__EXERCISE PROMPT__
Filter these entries down to the lines that hold the word "change", and show each of them.

__INFORMATION SUPPLIED__
__________________________________________________

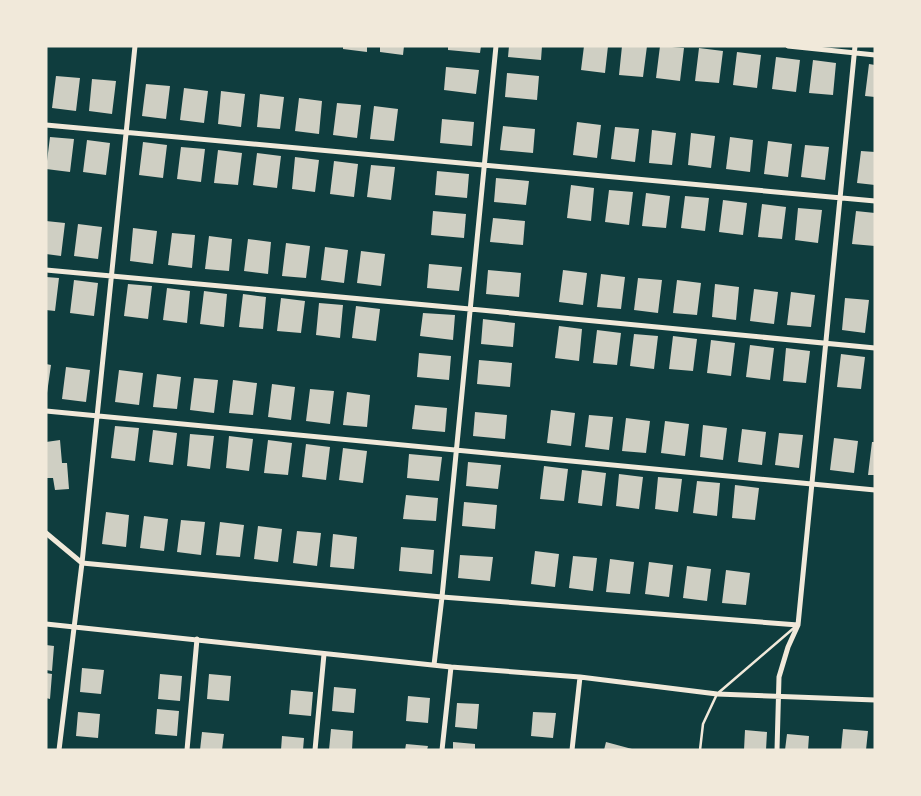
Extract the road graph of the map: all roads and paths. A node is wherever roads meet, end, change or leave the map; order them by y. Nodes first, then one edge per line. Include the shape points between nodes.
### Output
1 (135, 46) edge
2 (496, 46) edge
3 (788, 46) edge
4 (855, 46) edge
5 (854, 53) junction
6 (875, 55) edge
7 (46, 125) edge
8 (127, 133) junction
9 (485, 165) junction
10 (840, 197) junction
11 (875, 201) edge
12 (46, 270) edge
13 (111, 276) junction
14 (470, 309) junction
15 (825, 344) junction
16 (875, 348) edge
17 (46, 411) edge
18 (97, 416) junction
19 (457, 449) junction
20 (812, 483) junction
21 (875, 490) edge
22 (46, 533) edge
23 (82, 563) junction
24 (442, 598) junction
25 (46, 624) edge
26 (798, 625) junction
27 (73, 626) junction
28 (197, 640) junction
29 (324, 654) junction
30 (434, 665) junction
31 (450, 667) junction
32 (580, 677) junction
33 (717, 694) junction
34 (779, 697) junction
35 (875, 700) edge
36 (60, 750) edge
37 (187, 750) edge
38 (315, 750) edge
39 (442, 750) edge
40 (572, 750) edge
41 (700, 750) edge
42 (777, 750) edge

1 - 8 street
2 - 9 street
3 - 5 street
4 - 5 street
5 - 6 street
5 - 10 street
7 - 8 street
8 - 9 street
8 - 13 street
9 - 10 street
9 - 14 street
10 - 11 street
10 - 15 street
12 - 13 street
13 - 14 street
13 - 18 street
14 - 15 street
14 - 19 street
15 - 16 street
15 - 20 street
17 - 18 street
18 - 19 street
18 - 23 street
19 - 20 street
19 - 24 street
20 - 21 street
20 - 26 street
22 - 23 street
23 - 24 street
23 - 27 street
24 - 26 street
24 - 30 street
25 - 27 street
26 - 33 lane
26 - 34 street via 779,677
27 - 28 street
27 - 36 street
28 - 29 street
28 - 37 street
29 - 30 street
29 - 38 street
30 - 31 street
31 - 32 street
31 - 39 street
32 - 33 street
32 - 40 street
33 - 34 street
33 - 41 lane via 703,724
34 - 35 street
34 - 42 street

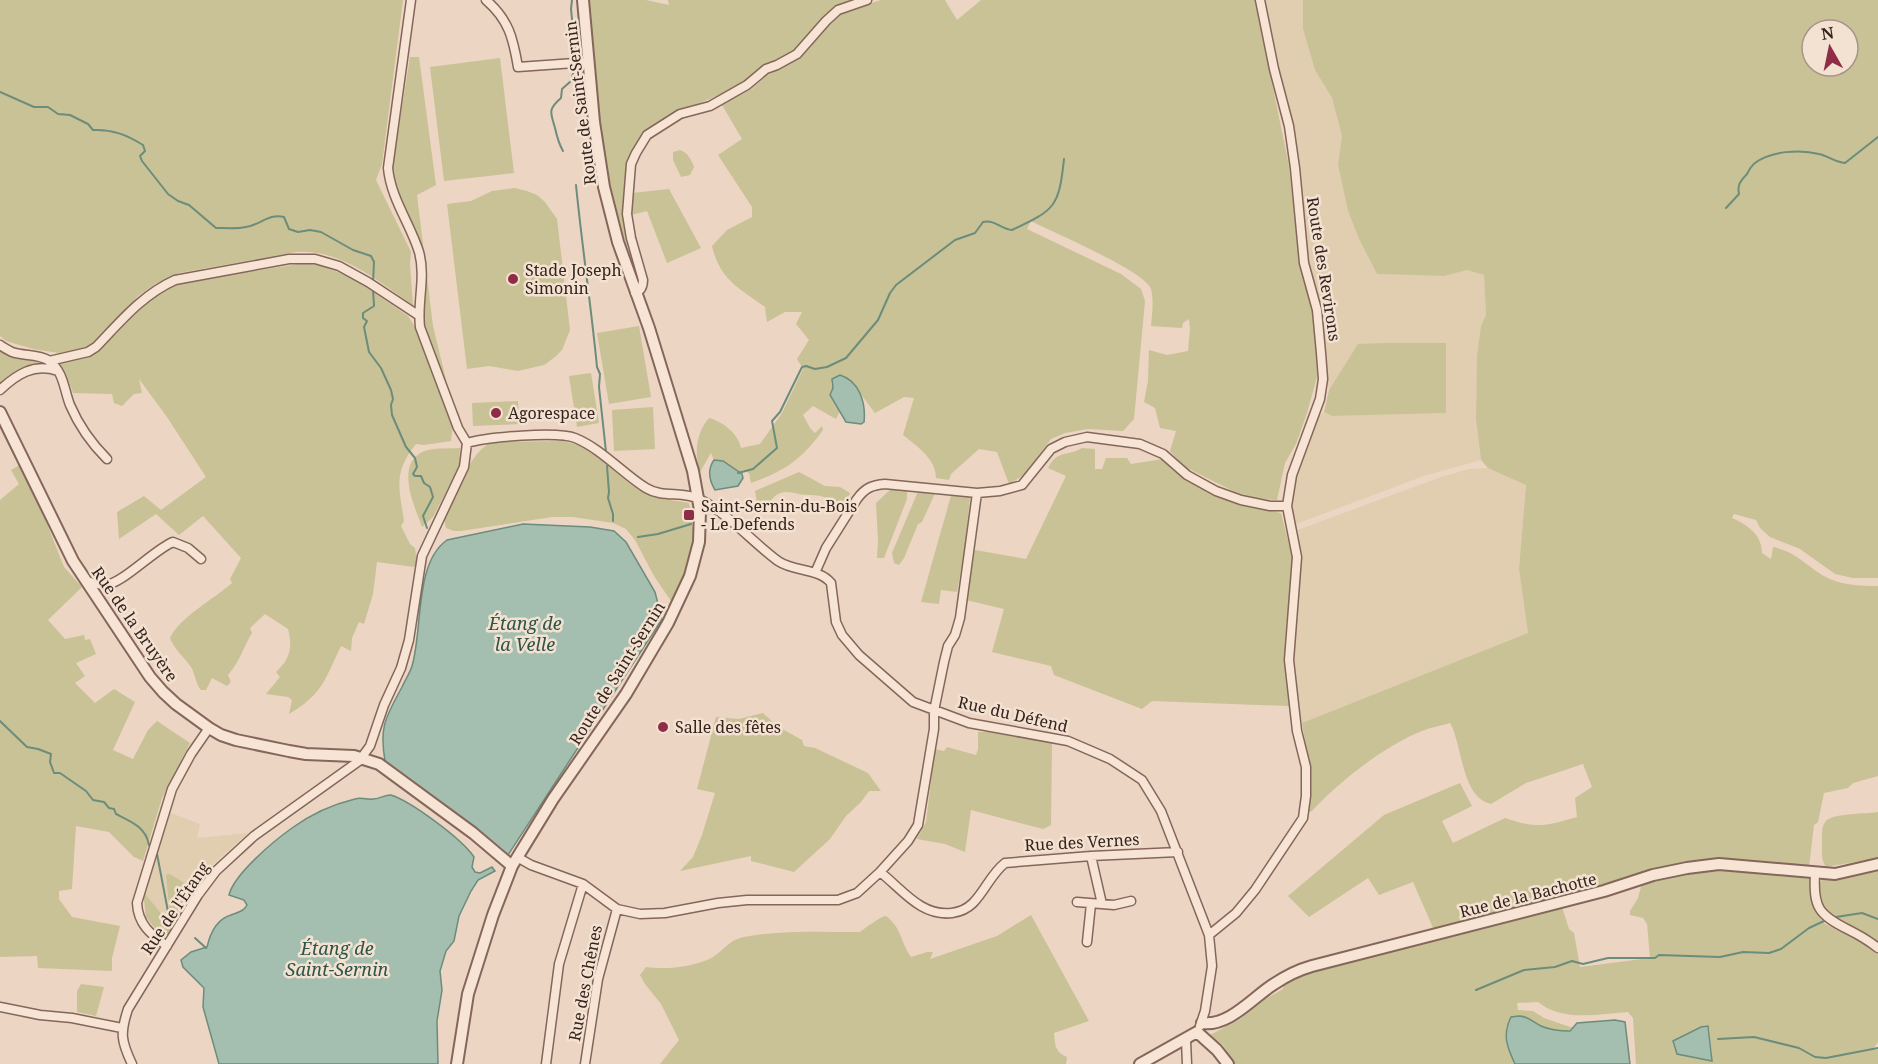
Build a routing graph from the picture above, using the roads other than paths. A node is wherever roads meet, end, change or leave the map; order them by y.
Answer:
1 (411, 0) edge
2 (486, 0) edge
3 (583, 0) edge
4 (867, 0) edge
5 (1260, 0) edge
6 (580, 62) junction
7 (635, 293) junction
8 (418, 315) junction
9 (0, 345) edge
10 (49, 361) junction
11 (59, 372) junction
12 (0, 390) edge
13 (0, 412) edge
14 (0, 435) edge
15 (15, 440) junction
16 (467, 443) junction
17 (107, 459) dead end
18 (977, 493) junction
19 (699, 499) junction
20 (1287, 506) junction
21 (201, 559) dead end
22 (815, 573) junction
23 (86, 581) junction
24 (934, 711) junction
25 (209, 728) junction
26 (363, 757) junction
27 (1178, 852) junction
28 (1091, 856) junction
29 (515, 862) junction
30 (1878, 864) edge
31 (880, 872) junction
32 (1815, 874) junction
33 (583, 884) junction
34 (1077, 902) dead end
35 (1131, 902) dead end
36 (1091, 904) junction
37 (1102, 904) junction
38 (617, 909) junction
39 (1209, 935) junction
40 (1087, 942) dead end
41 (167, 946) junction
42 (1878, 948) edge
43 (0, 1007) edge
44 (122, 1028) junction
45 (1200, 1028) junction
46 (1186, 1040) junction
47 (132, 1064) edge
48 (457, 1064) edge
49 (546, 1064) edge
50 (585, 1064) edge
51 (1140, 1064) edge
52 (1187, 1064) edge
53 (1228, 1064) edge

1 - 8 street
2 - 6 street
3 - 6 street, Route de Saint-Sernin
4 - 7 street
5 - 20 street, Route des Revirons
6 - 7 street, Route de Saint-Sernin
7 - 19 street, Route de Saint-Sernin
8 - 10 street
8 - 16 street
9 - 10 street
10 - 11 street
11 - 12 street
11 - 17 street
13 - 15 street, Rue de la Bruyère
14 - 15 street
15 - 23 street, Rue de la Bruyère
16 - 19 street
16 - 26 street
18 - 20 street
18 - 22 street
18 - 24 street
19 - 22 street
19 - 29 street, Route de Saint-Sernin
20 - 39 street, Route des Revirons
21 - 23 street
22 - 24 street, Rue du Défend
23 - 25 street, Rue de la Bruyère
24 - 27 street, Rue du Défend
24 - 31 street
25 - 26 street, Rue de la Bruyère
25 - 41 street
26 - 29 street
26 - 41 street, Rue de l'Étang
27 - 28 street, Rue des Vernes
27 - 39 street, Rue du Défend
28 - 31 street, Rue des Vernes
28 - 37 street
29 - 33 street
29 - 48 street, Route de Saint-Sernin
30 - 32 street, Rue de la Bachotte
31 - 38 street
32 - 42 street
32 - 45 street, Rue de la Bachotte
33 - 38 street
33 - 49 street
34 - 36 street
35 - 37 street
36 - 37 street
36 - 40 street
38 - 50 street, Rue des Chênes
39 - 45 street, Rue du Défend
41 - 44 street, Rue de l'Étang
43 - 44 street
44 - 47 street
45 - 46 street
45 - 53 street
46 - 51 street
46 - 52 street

__________________________________________________

__SOLUTION__
Extract the road graph of the map: all roads and paths. A node is wherever roads meet, end, change or leave the map; order them by y. Nodes first, then one edge per line. Include the shape points between nodes.
Build a routing graph from the picture above, using the roads other than paths. A node is wherever roads meet, end, change or leave the map; order them by y.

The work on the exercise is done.